§ WHAT YOU WILL DO
Filter the records below down to lines containing "their".

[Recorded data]
——————
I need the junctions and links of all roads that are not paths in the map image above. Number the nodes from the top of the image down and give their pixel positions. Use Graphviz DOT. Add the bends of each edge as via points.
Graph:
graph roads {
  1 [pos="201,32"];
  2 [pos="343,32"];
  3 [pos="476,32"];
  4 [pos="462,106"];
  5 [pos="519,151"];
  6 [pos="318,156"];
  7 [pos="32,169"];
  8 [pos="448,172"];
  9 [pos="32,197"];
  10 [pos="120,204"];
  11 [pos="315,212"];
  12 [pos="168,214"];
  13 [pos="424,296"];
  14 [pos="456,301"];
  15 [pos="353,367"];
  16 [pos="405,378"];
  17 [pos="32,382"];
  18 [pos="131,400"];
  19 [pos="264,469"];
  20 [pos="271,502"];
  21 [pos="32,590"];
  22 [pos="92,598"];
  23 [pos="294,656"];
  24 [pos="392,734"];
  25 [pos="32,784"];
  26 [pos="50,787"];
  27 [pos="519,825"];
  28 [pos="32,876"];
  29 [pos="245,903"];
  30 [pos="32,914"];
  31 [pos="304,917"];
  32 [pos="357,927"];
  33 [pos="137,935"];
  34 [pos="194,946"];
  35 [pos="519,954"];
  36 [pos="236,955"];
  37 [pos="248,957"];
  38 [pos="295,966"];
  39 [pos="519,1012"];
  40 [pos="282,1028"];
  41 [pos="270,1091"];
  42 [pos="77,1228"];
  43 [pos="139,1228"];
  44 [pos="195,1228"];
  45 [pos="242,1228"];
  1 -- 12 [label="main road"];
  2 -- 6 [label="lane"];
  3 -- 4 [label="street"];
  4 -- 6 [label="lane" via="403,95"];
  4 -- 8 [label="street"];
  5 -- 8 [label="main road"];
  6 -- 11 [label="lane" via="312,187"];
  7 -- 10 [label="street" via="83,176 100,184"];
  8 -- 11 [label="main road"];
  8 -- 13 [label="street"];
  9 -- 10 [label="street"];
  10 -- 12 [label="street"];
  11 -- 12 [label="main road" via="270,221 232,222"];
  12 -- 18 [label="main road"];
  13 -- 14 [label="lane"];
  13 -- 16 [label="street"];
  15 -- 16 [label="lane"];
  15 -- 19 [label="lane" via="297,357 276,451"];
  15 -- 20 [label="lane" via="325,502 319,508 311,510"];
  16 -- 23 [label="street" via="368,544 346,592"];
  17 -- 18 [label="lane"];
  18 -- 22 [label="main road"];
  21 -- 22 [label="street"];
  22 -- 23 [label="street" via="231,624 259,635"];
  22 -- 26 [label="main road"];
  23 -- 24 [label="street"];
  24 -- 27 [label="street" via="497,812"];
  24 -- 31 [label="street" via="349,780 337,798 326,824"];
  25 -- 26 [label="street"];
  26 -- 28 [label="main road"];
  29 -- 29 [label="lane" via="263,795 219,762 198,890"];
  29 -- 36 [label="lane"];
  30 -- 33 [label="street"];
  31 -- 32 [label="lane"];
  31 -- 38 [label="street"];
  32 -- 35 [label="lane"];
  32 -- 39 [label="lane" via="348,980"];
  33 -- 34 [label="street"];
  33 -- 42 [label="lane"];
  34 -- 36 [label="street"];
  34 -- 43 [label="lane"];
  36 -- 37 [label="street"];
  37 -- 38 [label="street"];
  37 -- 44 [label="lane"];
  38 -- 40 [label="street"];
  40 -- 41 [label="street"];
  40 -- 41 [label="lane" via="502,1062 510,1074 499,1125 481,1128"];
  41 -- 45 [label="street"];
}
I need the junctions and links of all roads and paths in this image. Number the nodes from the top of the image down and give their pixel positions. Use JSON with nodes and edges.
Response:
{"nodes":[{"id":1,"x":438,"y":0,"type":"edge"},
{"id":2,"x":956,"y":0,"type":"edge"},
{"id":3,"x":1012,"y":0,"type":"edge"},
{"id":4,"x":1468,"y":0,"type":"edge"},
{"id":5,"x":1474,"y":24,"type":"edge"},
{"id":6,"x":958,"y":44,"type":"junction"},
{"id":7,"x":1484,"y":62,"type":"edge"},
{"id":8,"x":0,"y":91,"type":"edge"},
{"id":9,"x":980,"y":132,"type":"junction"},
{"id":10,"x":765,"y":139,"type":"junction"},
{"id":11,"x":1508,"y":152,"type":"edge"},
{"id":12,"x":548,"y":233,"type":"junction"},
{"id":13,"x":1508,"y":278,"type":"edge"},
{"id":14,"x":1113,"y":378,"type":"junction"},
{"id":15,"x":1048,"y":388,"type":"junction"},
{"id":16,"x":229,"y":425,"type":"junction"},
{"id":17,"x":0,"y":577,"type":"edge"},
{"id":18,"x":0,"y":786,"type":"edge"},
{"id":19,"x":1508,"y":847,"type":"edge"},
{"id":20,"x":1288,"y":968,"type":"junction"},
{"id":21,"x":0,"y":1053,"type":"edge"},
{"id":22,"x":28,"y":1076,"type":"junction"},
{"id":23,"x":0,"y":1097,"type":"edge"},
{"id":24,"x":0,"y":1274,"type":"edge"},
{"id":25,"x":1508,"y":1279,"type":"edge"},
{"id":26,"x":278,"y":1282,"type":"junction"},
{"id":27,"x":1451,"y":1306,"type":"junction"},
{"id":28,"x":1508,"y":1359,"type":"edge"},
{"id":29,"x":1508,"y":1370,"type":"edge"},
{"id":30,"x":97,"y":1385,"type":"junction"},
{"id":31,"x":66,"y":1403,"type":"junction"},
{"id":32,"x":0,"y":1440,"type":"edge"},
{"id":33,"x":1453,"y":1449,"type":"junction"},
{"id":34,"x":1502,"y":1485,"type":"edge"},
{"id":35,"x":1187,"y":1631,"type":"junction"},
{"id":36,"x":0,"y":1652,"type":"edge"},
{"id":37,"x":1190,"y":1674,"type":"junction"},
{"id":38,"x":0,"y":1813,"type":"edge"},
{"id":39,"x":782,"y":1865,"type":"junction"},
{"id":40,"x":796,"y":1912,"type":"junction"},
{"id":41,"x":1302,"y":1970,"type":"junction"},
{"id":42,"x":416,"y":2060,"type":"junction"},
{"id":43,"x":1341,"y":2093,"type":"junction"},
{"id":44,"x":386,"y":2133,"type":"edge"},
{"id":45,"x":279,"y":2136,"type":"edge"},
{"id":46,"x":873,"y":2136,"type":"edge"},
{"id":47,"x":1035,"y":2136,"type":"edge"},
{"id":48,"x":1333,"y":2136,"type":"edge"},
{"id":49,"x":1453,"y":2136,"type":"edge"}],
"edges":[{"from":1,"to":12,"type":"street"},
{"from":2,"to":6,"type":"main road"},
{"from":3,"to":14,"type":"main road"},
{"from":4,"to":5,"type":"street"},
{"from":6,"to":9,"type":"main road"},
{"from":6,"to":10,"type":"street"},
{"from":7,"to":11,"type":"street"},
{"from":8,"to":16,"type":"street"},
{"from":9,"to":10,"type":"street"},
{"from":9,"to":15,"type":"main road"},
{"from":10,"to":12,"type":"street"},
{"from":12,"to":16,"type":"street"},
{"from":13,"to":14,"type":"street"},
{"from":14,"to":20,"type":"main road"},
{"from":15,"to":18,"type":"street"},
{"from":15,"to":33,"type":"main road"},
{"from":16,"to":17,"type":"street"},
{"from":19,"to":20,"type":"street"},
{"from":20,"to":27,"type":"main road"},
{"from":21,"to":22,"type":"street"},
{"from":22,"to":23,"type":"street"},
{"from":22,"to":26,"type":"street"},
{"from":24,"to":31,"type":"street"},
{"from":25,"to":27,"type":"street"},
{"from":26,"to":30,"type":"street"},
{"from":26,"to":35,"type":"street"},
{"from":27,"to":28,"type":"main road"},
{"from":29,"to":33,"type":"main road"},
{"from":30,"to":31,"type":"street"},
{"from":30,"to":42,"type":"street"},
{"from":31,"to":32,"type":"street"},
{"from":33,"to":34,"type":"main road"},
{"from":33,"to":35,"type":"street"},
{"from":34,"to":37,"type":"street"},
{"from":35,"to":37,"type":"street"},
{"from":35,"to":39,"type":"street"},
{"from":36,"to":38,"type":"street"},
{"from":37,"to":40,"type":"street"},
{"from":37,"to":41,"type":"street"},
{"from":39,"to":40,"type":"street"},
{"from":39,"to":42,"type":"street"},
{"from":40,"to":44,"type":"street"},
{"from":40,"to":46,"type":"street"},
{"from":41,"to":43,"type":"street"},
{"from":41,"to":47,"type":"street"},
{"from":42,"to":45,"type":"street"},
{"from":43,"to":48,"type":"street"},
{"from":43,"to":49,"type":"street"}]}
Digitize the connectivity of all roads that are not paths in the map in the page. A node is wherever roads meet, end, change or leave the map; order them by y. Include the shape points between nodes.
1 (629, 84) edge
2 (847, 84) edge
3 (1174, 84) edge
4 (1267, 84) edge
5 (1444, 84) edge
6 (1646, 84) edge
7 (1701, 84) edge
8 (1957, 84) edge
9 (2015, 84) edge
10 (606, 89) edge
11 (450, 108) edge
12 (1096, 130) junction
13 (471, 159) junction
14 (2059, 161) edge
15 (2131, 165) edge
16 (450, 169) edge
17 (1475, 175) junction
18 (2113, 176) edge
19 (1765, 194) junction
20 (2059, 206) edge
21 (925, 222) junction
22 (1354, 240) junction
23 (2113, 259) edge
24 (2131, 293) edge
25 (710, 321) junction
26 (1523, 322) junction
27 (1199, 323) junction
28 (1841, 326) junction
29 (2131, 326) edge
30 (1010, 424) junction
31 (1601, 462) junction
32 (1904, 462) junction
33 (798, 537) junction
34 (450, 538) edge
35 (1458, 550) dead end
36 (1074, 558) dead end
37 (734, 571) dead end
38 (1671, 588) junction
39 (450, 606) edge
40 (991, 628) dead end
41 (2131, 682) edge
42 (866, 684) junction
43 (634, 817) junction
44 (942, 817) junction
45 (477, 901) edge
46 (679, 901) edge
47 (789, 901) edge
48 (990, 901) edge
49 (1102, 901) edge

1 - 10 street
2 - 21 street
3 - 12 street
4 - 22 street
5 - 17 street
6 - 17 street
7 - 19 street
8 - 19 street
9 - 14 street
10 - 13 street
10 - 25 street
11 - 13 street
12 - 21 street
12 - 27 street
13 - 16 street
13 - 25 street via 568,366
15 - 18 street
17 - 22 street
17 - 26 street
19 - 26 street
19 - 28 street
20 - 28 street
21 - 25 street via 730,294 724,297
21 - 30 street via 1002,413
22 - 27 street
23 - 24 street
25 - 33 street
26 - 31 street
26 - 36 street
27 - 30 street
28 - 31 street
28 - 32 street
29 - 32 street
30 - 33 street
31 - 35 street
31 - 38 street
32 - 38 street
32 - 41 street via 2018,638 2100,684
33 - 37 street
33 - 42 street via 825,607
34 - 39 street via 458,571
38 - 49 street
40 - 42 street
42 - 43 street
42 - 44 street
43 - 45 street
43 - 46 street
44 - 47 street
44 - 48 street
——————
§ ANSWER TO THIS PROBLEM
I need the junctions and links of all roads that are not paths in the map image above. Number the nodes from the top of the image down and give their pixel positions. Use Graphviz DOT. Add the bends of each edge as via points.
I need the junctions and links of all roads and paths in this image. Number the nodes from the top of the image down and give their pixel positions. Use JSON with nodes and edges.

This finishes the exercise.